- What is being asked:
With the pictures removed, write out the data below exactly.

Data extracted from a collection:
Content starts

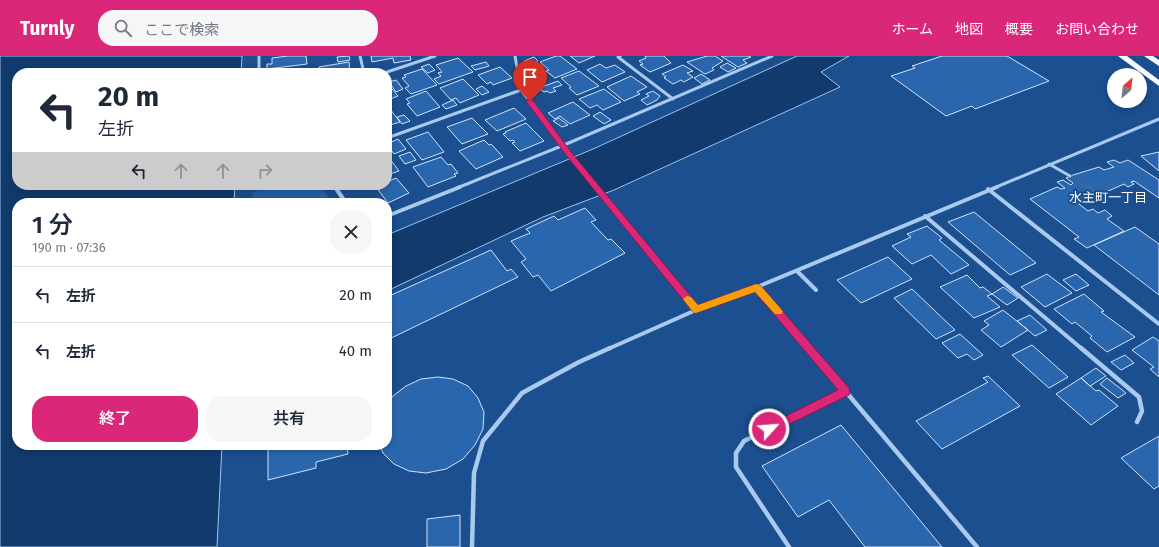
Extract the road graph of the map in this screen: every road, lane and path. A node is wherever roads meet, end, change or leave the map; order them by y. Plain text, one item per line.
1 (259, 56) edge
2 (360, 56) edge
3 (435, 56) edge
4 (515, 56) edge
5 (620, 56) edge
6 (772, 56) edge
7 (1122, 56) edge
8 (1148, 56) edge
9 (1159, 64) edge
10 (259, 68) edge
11 (363, 68) edge
12 (392, 70) edge
13 (1159, 84) edge
14 (521, 90) junction
15 (673, 99) junction
16 (1159, 119) edge
17 (392, 136) edge
18 (564, 145) junction
19 (1049, 164) junction
20 (1070, 176) tunnel mouth
21 (988, 189) junction
22 (392, 214) edge
23 (925, 216) junction
24 (796, 271) junction
25 (756, 288) junction
26 (816, 290) dead end
27 (696, 310) junction
28 (1159, 324) edge
29 (845, 392) junction
30 (1137, 422) dead end
31 (472, 547) edge
32 (790, 547) edge
33 (977, 547) edge

1 - 10 street
2 - 11 street
3 - 12 street
4 - 14 street
5 - 15 street
6 - 15 street
7 - 13 highway
8 - 9 highway
14 - 17 street
14 - 18 street
15 - 18 street
16 - 19 street
18 - 22 street
18 - 27 street
19 - 20 street
19 - 21 street
21 - 23 street
21 - 28 street
23 - 24 street
23 - 30 street
24 - 25 street
24 - 26 street
25 - 27 street
25 - 29 street
27 - 31 street
29 - 32 street
29 - 33 street

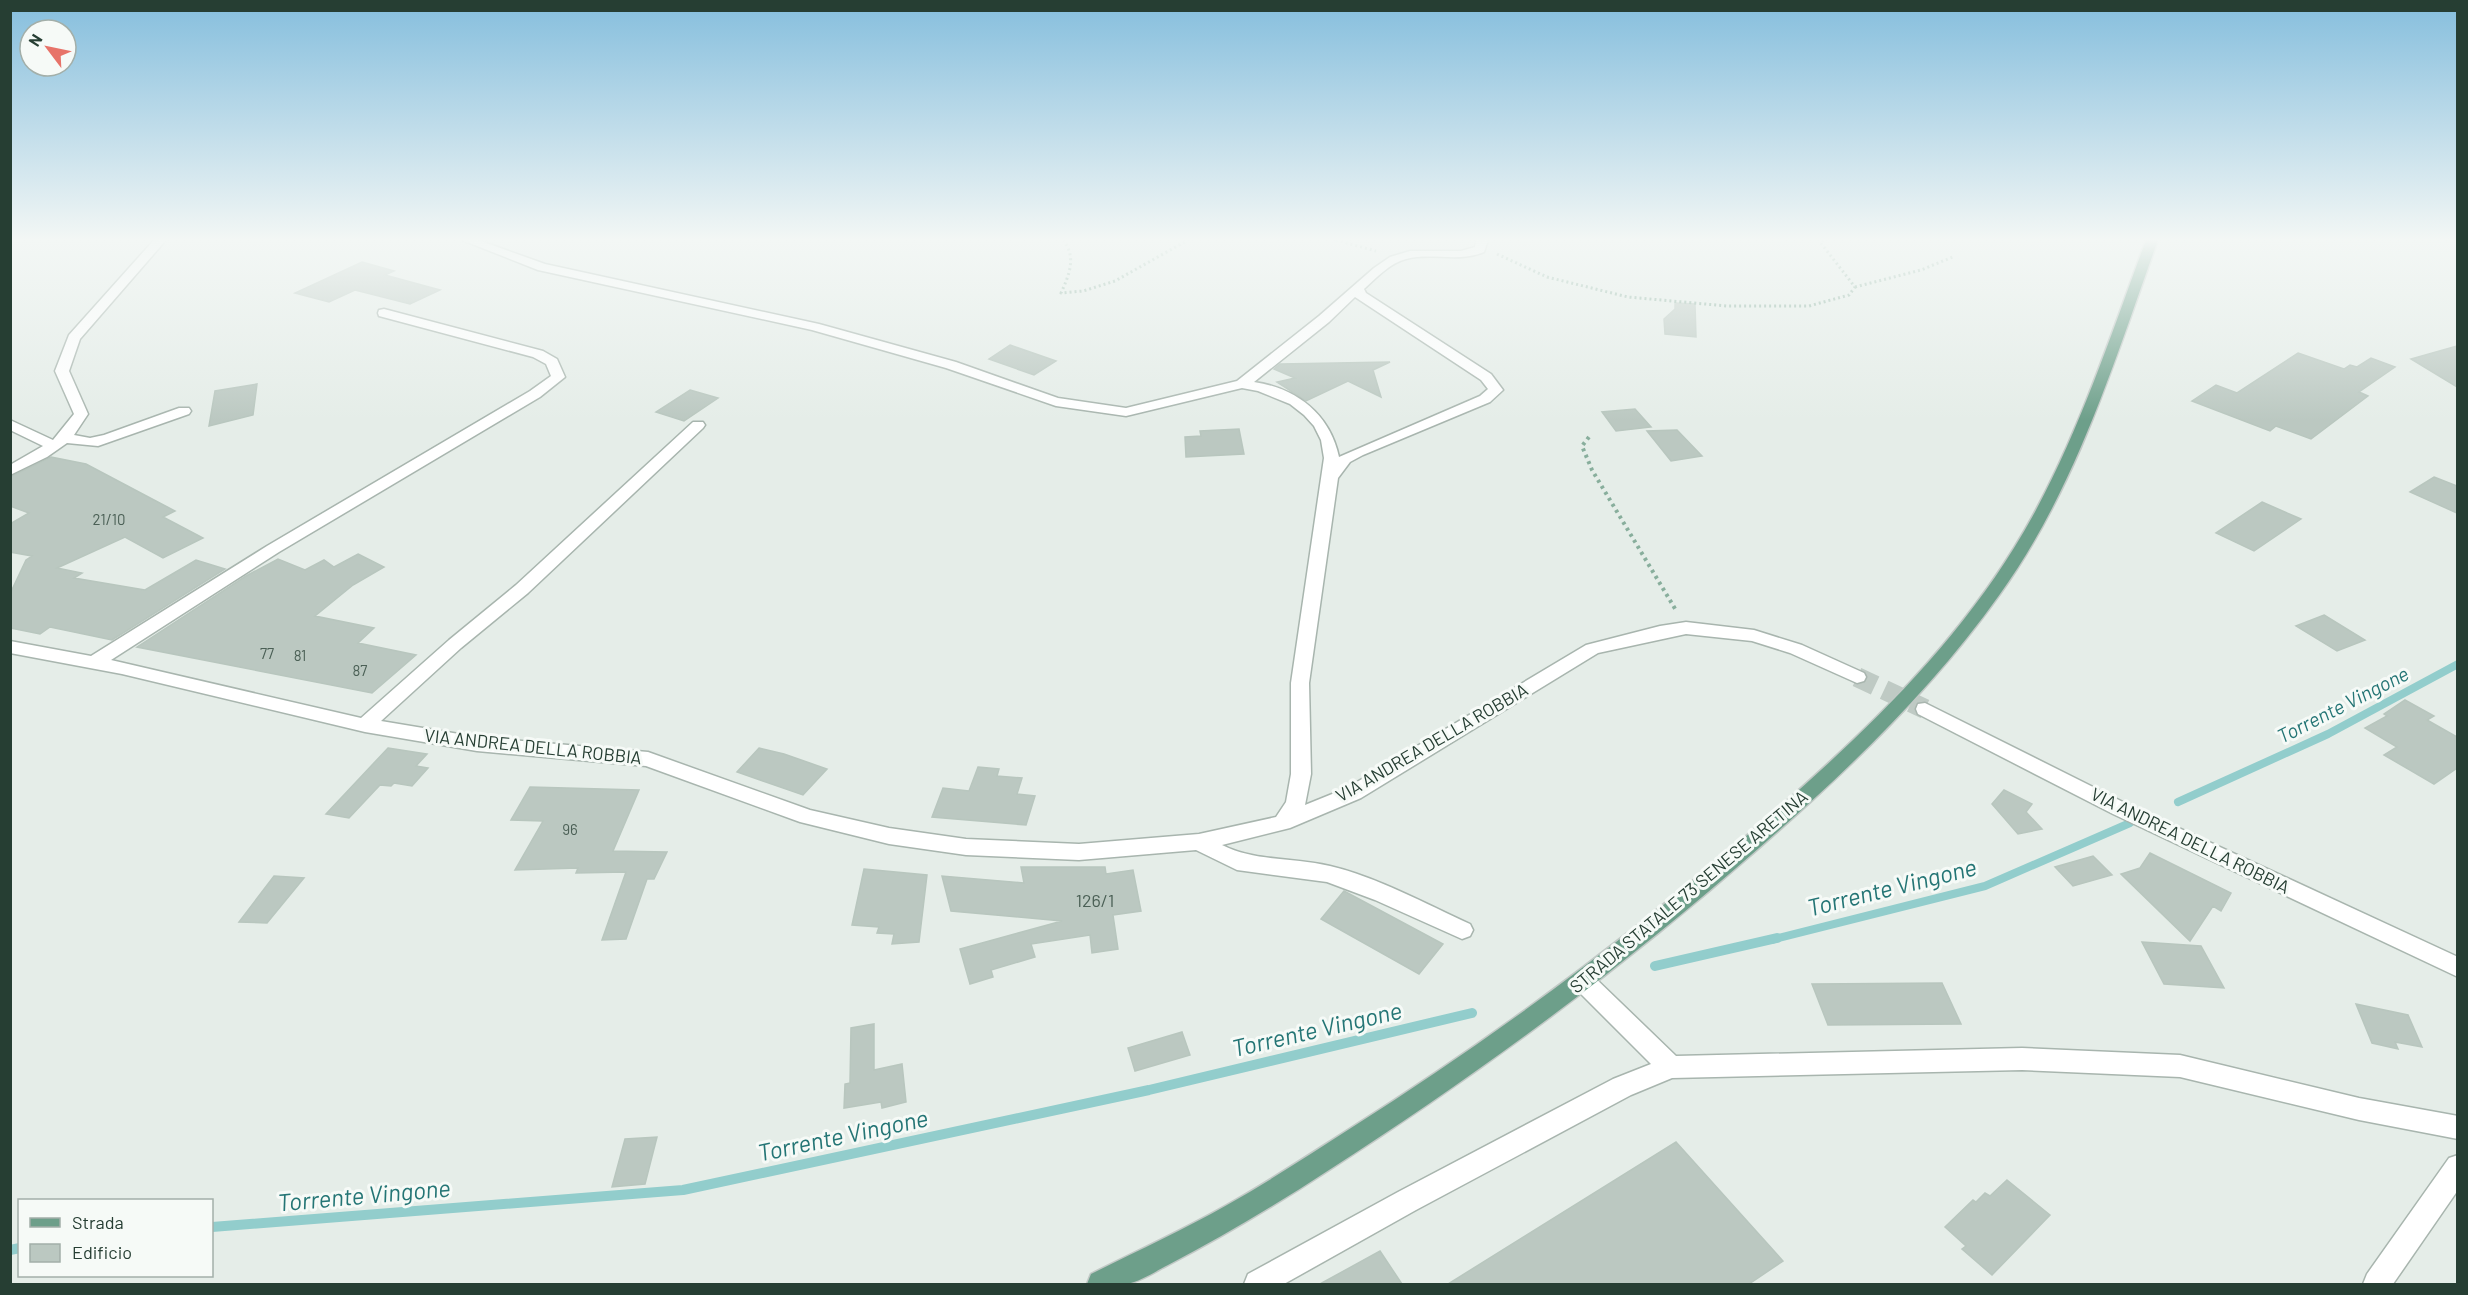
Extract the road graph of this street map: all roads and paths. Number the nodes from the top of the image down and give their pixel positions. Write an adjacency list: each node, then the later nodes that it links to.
1 (108, 300): 14 (street)
2 (693, 300): 9 (street)
3 (1344, 300): 9 (street)
4 (1368, 300): 16 (street)
5 (1666, 300): 6 (path)
6 (1829, 300)
7 (2129, 300): 27 (main road, STRADA STATALE 73 SENESE ARETINA)
8 (384, 313): 19 (street)
9 (1242, 384): 16 (street)
10 (184, 411): 14 (street)
11 (10, 424): 14 (street)
12 (698, 425): 22 (street)
13 (1589, 437): 17 (path)
14 (60, 442): 15 (street)
15 (10, 471)
16 (1330, 477): 23 (street)
17 (1686, 628): 20 (street, VIA ANDREA DELLA ROBBIA); 23 (street, VIA ANDREA DELLA ROBBIA)
18 (10, 647): 19 (street, VIA ANDREA DELLA ROBBIA)
19 (93, 663): 22 (street, VIA ANDREA DELLA ROBBIA)
20 (1857, 677)
21 (1925, 709): 26 (street, VIA ANDREA DELLA ROBBIA)
22 (365, 726): 24 (street, VIA ANDREA DELLA ROBBIA)
23 (1283, 823): 24 (street, VIA ANDREA DELLA ROBBIA)
24 (1199, 842): 25 (street)
25 (1462, 930)
26 (2457, 968)
27 (1584, 982): 28 (street); 31 (main road, STRADA STATALE 73 SENESE ARETINA)
28 (1671, 1067): 29 (street); 32 (street)
29 (2457, 1128)
30 (2457, 1167): 33 (street)
31 (1101, 1284)
32 (1258, 1284)
33 (2377, 1284)

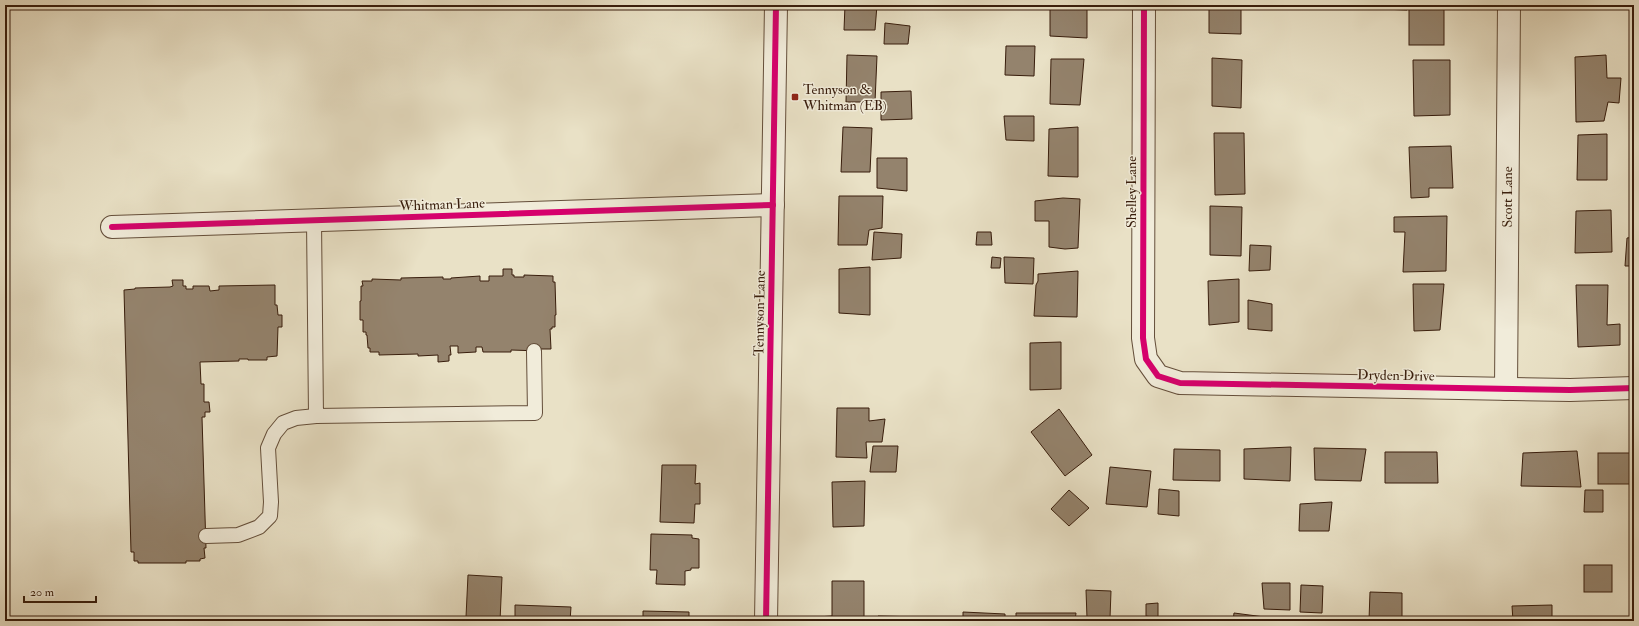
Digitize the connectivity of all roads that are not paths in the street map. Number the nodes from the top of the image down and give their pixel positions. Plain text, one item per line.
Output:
1 (776, 5) edge
2 (1144, 5) edge
3 (1509, 5) edge
4 (773, 205) junction
5 (314, 220) junction
6 (112, 227) dead end
7 (534, 351) dead end
8 (1158, 376) joint
9 (1634, 388) edge
10 (1506, 389) junction
11 (316, 416) junction
12 (206, 536) dead end
13 (766, 621) edge

1 - 4 street, Tennyson Lane
2 - 8 street, Shelley Lane
3 - 10 street, Scott Lane
4 - 5 street, Whitman Lane
4 - 13 street, Tennyson Lane
5 - 6 street, Whitman Lane
5 - 11 lane
7 - 11 lane
8 - 10 street, Dryden Drive
9 - 10 street, Dryden Drive
11 - 12 lane

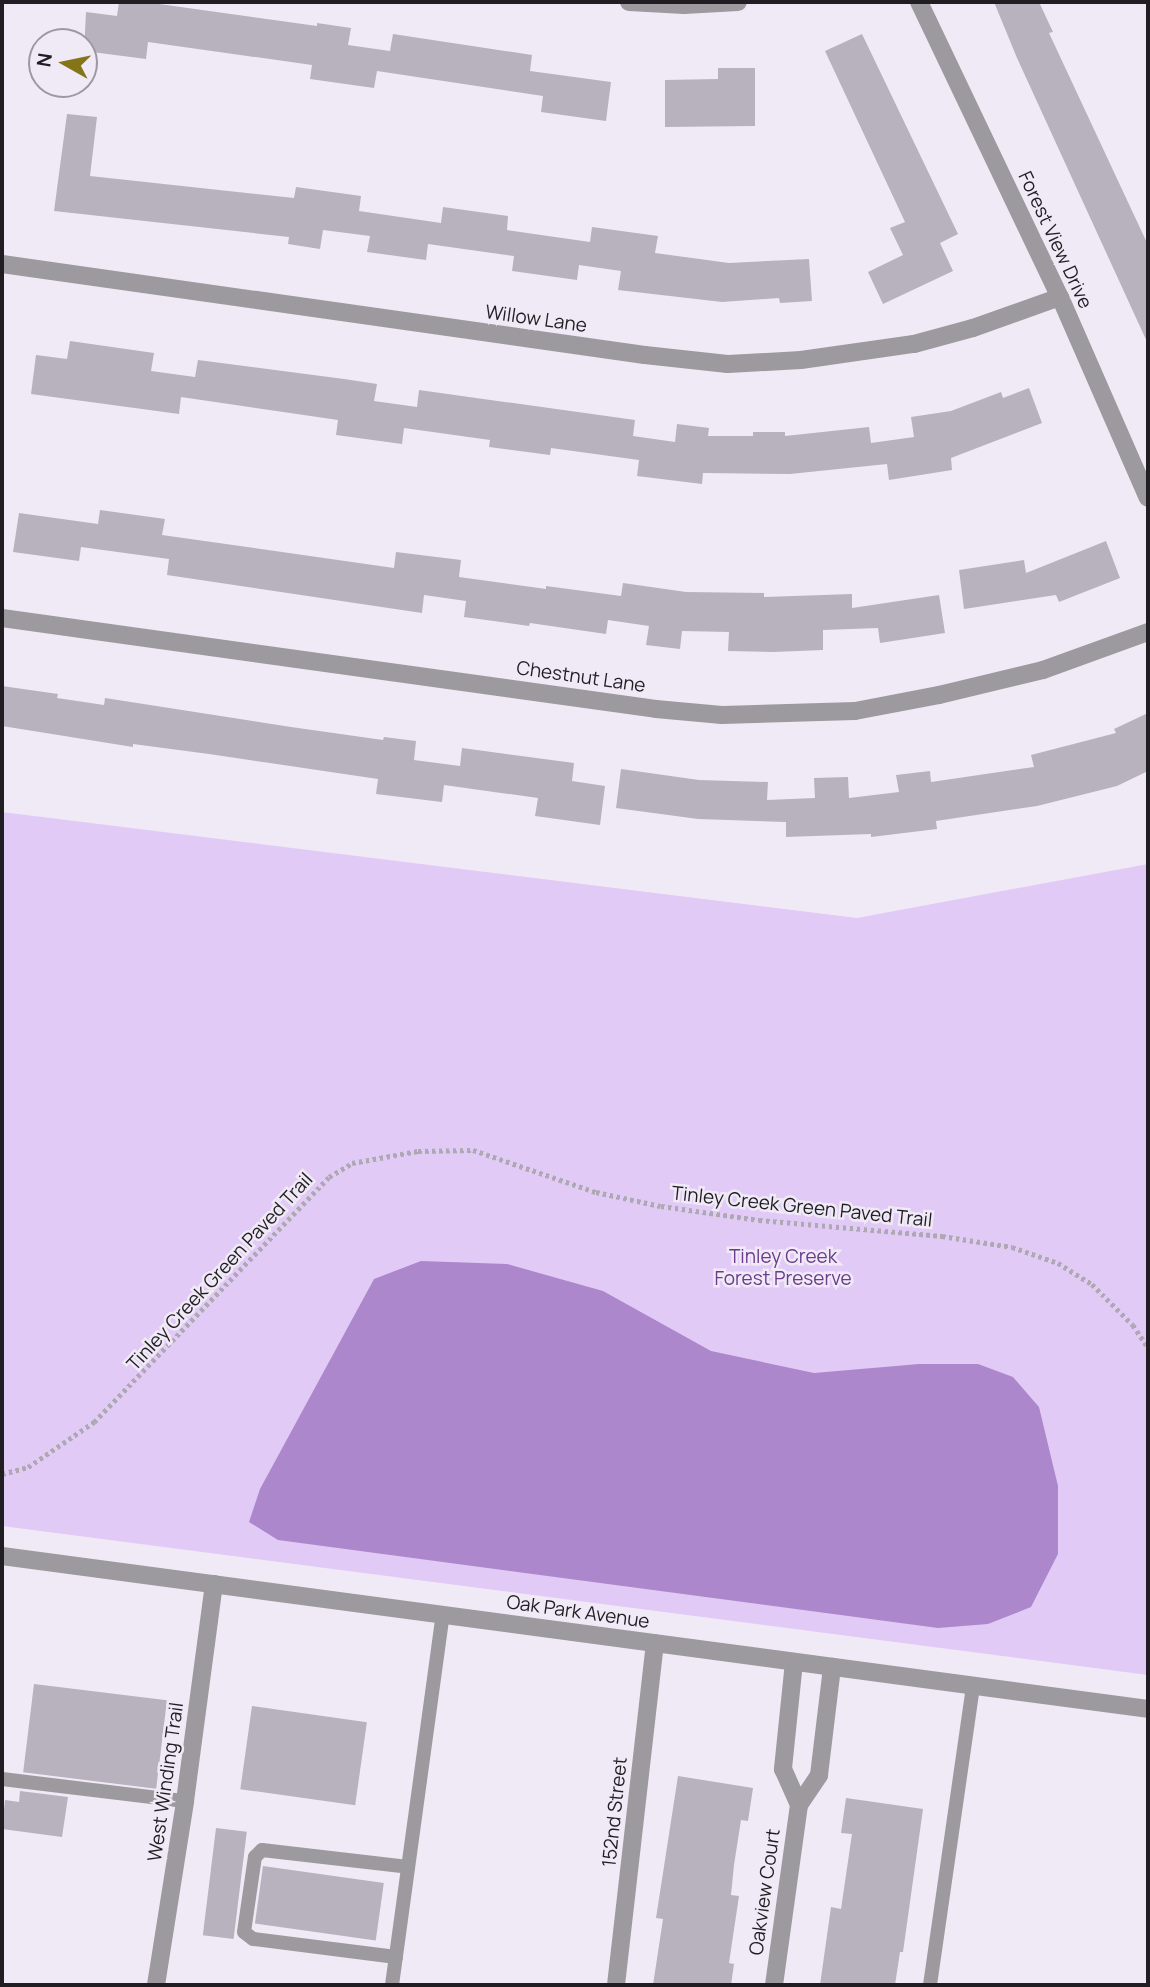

Content ends

- Answer for this exercise:
Extract the road graph of the map in this screen: every road, lane and path. A node is wherever roads meet, end, change or leave the map; order them by y. Plain text, one item per line.
1 (259, 56) edge
2 (360, 56) edge
3 (435, 56) edge
4 (515, 56) edge
5 (620, 56) edge
6 (772, 56) edge
7 (1122, 56) edge
8 (1148, 56) edge
9 (1159, 64) edge
10 (259, 68) edge
11 (363, 68) edge
12 (392, 70) edge
13 (1159, 84) edge
14 (521, 90) junction
15 (673, 99) junction
16 (1159, 119) edge
17 (392, 136) edge
18 (564, 145) junction
19 (1049, 164) junction
20 (1070, 176) tunnel mouth
21 (988, 189) junction
22 (392, 214) edge
23 (925, 216) junction
24 (796, 271) junction
25 (756, 288) junction
26 (816, 290) dead end
27 (696, 310) junction
28 (1159, 324) edge
29 (845, 392) junction
30 (1137, 422) dead end
31 (472, 547) edge
32 (790, 547) edge
33 (977, 547) edge

1 - 10 street
2 - 11 street
3 - 12 street
4 - 14 street
5 - 15 street
6 - 15 street
7 - 13 highway
8 - 9 highway
14 - 17 street
14 - 18 street
15 - 18 street
16 - 19 street
18 - 22 street
18 - 27 street
19 - 20 street
19 - 21 street
21 - 23 street
21 - 28 street
23 - 24 street
23 - 30 street
24 - 25 street
24 - 26 street
25 - 27 street
25 - 29 street
27 - 31 street
29 - 32 street
29 - 33 street

Extract the road graph of this street map: all roads and paths. Number the nodes from the top of the image down and give their pixel positions. Write an adjacency list: each node, then the later nodes that it links to.
1 (108, 300): 14 (street)
2 (693, 300): 9 (street)
3 (1344, 300): 9 (street)
4 (1368, 300): 16 (street)
5 (1666, 300): 6 (path)
6 (1829, 300)
7 (2129, 300): 27 (main road, STRADA STATALE 73 SENESE ARETINA)
8 (384, 313): 19 (street)
9 (1242, 384): 16 (street)
10 (184, 411): 14 (street)
11 (10, 424): 14 (street)
12 (698, 425): 22 (street)
13 (1589, 437): 17 (path)
14 (60, 442): 15 (street)
15 (10, 471)
16 (1330, 477): 23 (street)
17 (1686, 628): 20 (street, VIA ANDREA DELLA ROBBIA); 23 (street, VIA ANDREA DELLA ROBBIA)
18 (10, 647): 19 (street, VIA ANDREA DELLA ROBBIA)
19 (93, 663): 22 (street, VIA ANDREA DELLA ROBBIA)
20 (1857, 677)
21 (1925, 709): 26 (street, VIA ANDREA DELLA ROBBIA)
22 (365, 726): 24 (street, VIA ANDREA DELLA ROBBIA)
23 (1283, 823): 24 (street, VIA ANDREA DELLA ROBBIA)
24 (1199, 842): 25 (street)
25 (1462, 930)
26 (2457, 968)
27 (1584, 982): 28 (street); 31 (main road, STRADA STATALE 73 SENESE ARETINA)
28 (1671, 1067): 29 (street); 32 (street)
29 (2457, 1128)
30 (2457, 1167): 33 (street)
31 (1101, 1284)
32 (1258, 1284)
33 (2377, 1284)

Digitize the connectivity of all roads that are not paths in the street map. Number the nodes from the top of the image down and give their pixel positions. Plain text, one item per line.
Output:
1 (776, 5) edge
2 (1144, 5) edge
3 (1509, 5) edge
4 (773, 205) junction
5 (314, 220) junction
6 (112, 227) dead end
7 (534, 351) dead end
8 (1158, 376) joint
9 (1634, 388) edge
10 (1506, 389) junction
11 (316, 416) junction
12 (206, 536) dead end
13 (766, 621) edge

1 - 4 street, Tennyson Lane
2 - 8 street, Shelley Lane
3 - 10 street, Scott Lane
4 - 5 street, Whitman Lane
4 - 13 street, Tennyson Lane
5 - 6 street, Whitman Lane
5 - 11 lane
7 - 11 lane
8 - 10 street, Dryden Drive
9 - 10 street, Dryden Drive
11 - 12 lane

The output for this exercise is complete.